16. The plasma display panel of claim 15, wherein the first chromatic color and the second chromatic color are complementary colors with respect to each other.

17. The plasma display panel of claim 15, wherein the barrier ribs are colored with a third chromatic color.

18. The plasma display panel of claim 17, wherein the second chromatic color and the third chromatic color together appear substantially black when superimposed with each other

19. The plasma display panel of claim 17, wherein the second chromatic color and the third chromatic color are complementary colors with respect to each other.

20. A plasma display panel comprising:

a rear substrate;

a front substrate facing the rear substrate with a gap therebetween;

barrier ribs disposed between the front and rear substrates to define discharge cells;

address electrodes extending in a first direction on the rear substrate and corresponding to the discharge cells;

a rear dielectric layer covering the address electrodes;

a plurality of phosphor layers disposed in the discharge cells, wherein at least one of the phosphor layers is colored with a first chromatic color;

display electrodes extending in a second direction crossing the first direction on the front substrate and corresponding to the discharge cells; and

a front dielectric layer disposed on the front substrate to cover the display electrodes,

wherein at least one of the front dielectric layer or the rear dielectric layer is colored with a second chromatic color.

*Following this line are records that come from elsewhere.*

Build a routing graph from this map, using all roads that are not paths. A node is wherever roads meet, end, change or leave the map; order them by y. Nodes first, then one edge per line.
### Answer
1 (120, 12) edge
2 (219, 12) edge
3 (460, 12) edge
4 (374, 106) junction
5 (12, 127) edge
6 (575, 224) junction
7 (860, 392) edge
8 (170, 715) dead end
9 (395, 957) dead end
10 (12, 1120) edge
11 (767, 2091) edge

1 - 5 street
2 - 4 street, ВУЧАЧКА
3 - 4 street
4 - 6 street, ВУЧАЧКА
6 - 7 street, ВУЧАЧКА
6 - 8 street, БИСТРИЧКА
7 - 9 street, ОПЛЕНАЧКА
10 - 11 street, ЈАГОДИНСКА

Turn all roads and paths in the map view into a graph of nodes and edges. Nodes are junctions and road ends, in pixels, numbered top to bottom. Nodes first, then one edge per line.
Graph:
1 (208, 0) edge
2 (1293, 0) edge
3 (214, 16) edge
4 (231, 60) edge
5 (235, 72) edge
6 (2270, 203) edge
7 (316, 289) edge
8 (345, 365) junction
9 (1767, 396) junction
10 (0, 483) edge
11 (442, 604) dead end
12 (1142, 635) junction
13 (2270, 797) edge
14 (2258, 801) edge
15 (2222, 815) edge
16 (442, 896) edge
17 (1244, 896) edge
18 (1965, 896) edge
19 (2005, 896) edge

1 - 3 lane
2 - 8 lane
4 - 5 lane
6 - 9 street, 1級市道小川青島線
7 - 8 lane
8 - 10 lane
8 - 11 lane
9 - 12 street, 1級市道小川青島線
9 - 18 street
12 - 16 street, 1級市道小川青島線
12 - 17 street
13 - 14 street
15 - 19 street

21. The plasma display panel of claim 20, wherein the barrier ribs are colored with a third chromatic color.

22. A plasma display device comprising a plasma display panel, and further comprising:

an address electrode driver adapted to provide address signals to the plasma display panel;

at least one display electrode driver adapted to provide display signals to the plasma display panel; and

a controller adapted to convert a video signal to driving control signals and to provide the driving control signals to the address electrode driver and said at least one display electrode driver,

wherein the plasma display panel comprises: a rear substrate; a front substrate facing the rear substrate with a gap therebetween; barrier ribs disposed between the front and rear substrates to define discharge cells; address electrodes extending in a first direction on the rear substrate and corresponding to the discharge cells, the address electrodes being coupled to the address electrode driver to receive the address signals; a rear dielectric layer covering the address electrodes; a plurality of phosphor layers disposed in the discharge cells, wherein at least one of the phosphor layers is colored with a first chromatic color; display electrodes extending in a second direction crossing the first direction on the front substrate and corresponding to the discharge cells, the display electrodes being coupled to the display electrode driver to receive the display signals; and a front dielectric layer disposed on the front substrate to cover the display electrodes,

wherein at least one of the front dielectric layer or the rear dielectric layer is colored with a second chromatic color.

23. The plasma display device of claim 22, wherein the barrier ribs are colored with a third chromatic color.